Decide to save lives: be an organ donor
by Sherrie Norris
Current statistics indicate that an average of 18 people die each day waiting for a transplant. A new name is added to the transplant waiting list every 10 minutes.
Today, more than 100,000 Americans are waiting for life-saving organ transplants -- about 3,500 of those are North Carolinians. The good news? One organ donor can save the lives of up to eight people.
That's the latest news from Carolina Donor Services in its efforts to remind thge public that April is National Donate Life Month -- and a perfect time to decide to be a donor.
It is the hope of CDS and organ recipients that more people will decide to become donors during this month of awareness.
Greene is a wife and mother whose life was changed forever when she received a heart transplant on Feb. 24, 2012, after eight years of living with an incurable heart disease.
"Organ donation is close to my heart," Greene said. "I want to make people aware of the importance of being a donor. Because of one person's foresight and selflessness, I was given a second chance at life."
Every new day is a gift, Greene said. "And every morning when I wake up, I thank God for allowing me another day to live life," she said.
Not a day passes, Greene said, during which she doesn't think of her donor -- and the donor's family -- and with gratitude for giving her what she calls "the precious gift."
" A promise I made to my donor's family was to live life to the fullest and never waste a moment," Greene said. "That is exactly what I am doing. After a long time fighting heart disease, I am getting busy living."
Greene's condition was critical when she received the new heart.
"And, while the last year has probably been the hardest year of my life, I am blessed more than I could ever imagine," she said. "I am alive and my life is simply amazing. I have a strong heart and I am enjoying life to the fullest with my husband, Kevin, and our son, Maddox."
Having health issues is no excuse for not making the decision to share life, Greene said.
"A lot of people can become a donor, including me, a transplant patient. I am a donor," she said. "Your medical condition at the time of death will determine what organs and tissues may be donated."
Greene said she would like to publicly express her gratitude to her family, friends, all the churches and everyone who prayed for her during her illness -- and for all the support she and her family have received in the past year, especially. "It has all meant so much to us," she said, "and we ask that you continue to remember us in your prayers. There is always that chance of rejection or complications."
Judi Bryant of Boone has been a volunteer with Carolina Donor Services for 10 years and a Donate Life ambassador since the program's inception six years ago.
"I have had the opportunity to speak with various groups, such as high school health classes, civic groups, church groups and at health fairs, about 'What Organ Donation Means to Me,'" she said. "Having a granddaughter who has received two kidney transplants, the program is dear to my heart, as she probably would not still be with us otherwise."

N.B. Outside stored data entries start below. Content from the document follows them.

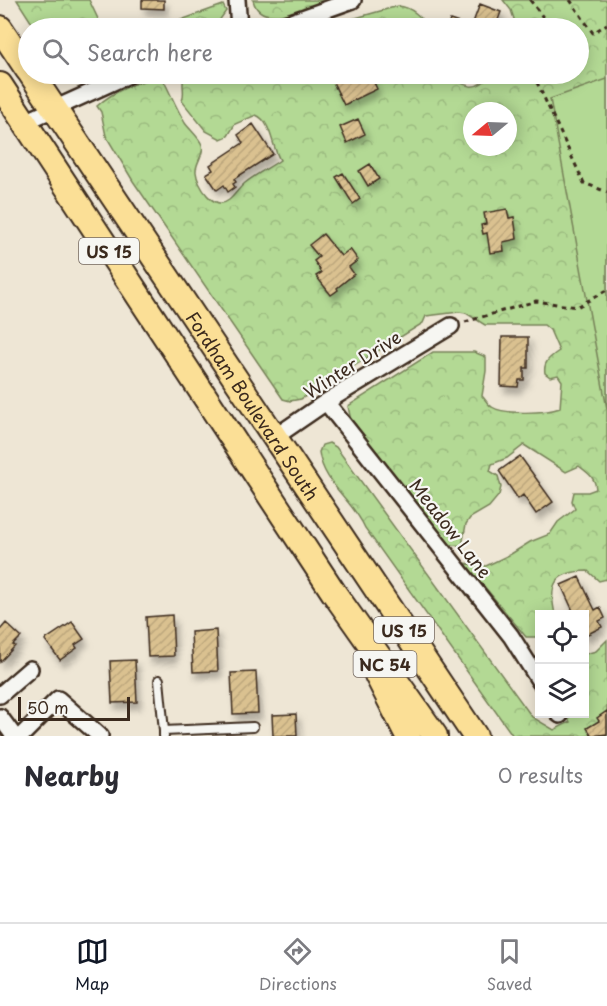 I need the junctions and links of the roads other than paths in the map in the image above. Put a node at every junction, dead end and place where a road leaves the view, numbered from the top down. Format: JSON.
{"nodes":[{"id":1,"x":237,"y":0,"type":"edge"},
{"id":2,"x":353,"y":0,"type":"edge"},
{"id":3,"x":238,"y":18,"type":"edge"},
{"id":4,"x":302,"y":18,"type":"edge"},
{"id":5,"x":0,"y":28,"type":"edge"},
{"id":6,"x":18,"y":54,"type":"edge"},
{"id":7,"x":38,"y":84,"type":"edge"},
{"id":8,"x":108,"y":84,"type":"edge"},
{"id":9,"x":0,"y":85,"type":"edge"},
{"id":10,"x":54,"y":108,"type":"junction"},
{"id":11,"x":25,"y":122,"type":"junction"},
{"id":12,"x":451,"y":326,"type":"road end"},
{"id":13,"x":326,"y":402,"type":"junction"},
{"id":14,"x":275,"y":437,"type":"junction"},
{"id":15,"x":334,"y":593,"type":"junction"},
{"id":16,"x":30,"y":669,"type":"dead end"},
{"id":17,"x":535,"y":674,"type":"edge"},
{"id":18,"x":159,"y":680,"type":"dead end"},
{"id":19,"x":0,"y":695,"type":"edge"},
{"id":20,"x":0,"y":717,"type":"edge"},
{"id":21,"x":253,"y":727,"type":"dead end"},
{"id":22,"x":164,"y":734,"type":"edge"},
{"id":23,"x":14,"y":736,"type":"edge"},
{"id":24,"x":21,"y":736,"type":"edge"},
{"id":25,"x":100,"y":736,"type":"edge"},
{"id":26,"x":408,"y":736,"type":"edge"},
{"id":27,"x":435,"y":736,"type":"edge"},
{"id":28,"x":475,"y":736,"type":"edge"}],
"edges":[{"from":1,"to":3,"type":"street"},
{"from":2,"to":4,"type":"street"},
{"from":5,"to":6,"type":"highway","name":"Fordham Boulevard South","number":"US 15"},
{"from":7,"to":10,"type":"highway","name":"Fordham Boulevard South","number":"US 15"},
{"from":8,"to":10,"type":"street"},
{"from":9,"to":11,"type":"highway","name":"Fordham Boulevard South","number":"US 15"},
{"from":10,"to":11,"type":"street"},
{"from":10,"to":14,"type":"highway","name":"Fordham Boulevard South","number":"US 15"},
{"from":11,"to":15,"type":"highway","name":"Fordham Boulevard South","number":"US 15"},
{"from":12,"to":13,"type":"street","name":"Winter Drive"},
{"from":13,"to":14,"type":"street","name":"Winter Drive"},
{"from":13,"to":17,"type":"street","name":"Meadow Lane"},
{"from":14,"to":28,"type":"highway","name":"Fordham Boulevard South","number":"US 15"},
{"from":15,"to":26,"type":"highway","number":"US 15"},
{"from":15,"to":27,"type":"highway","number":"NC 54"},
{"from":16,"to":19,"type":"street"},
{"from":18,"to":22,"type":"lane"},
{"from":20,"to":23,"type":"street"},
{"from":21,"to":22,"type":"lane"},
{"from":24,"to":25,"type":"street"}]}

As Donate Life ambassadors, Bryant and her husband visit DMV offices in five North Carolina counties each quarter, providing information for the office clients, while encouraging the staff to always ask driver's license applicants if they wish to be an organ or eye donor.
"I am happy to say that, through the years, we have seen an increase in those who are familiar with, and participate in, having the 'heart' placed on their driver's license," Bryant said.
The "heart" indicates that the licensed driver has made the decision to be an organ donor, a choice that relieves the individual's family at the time of death of making a difficult decision.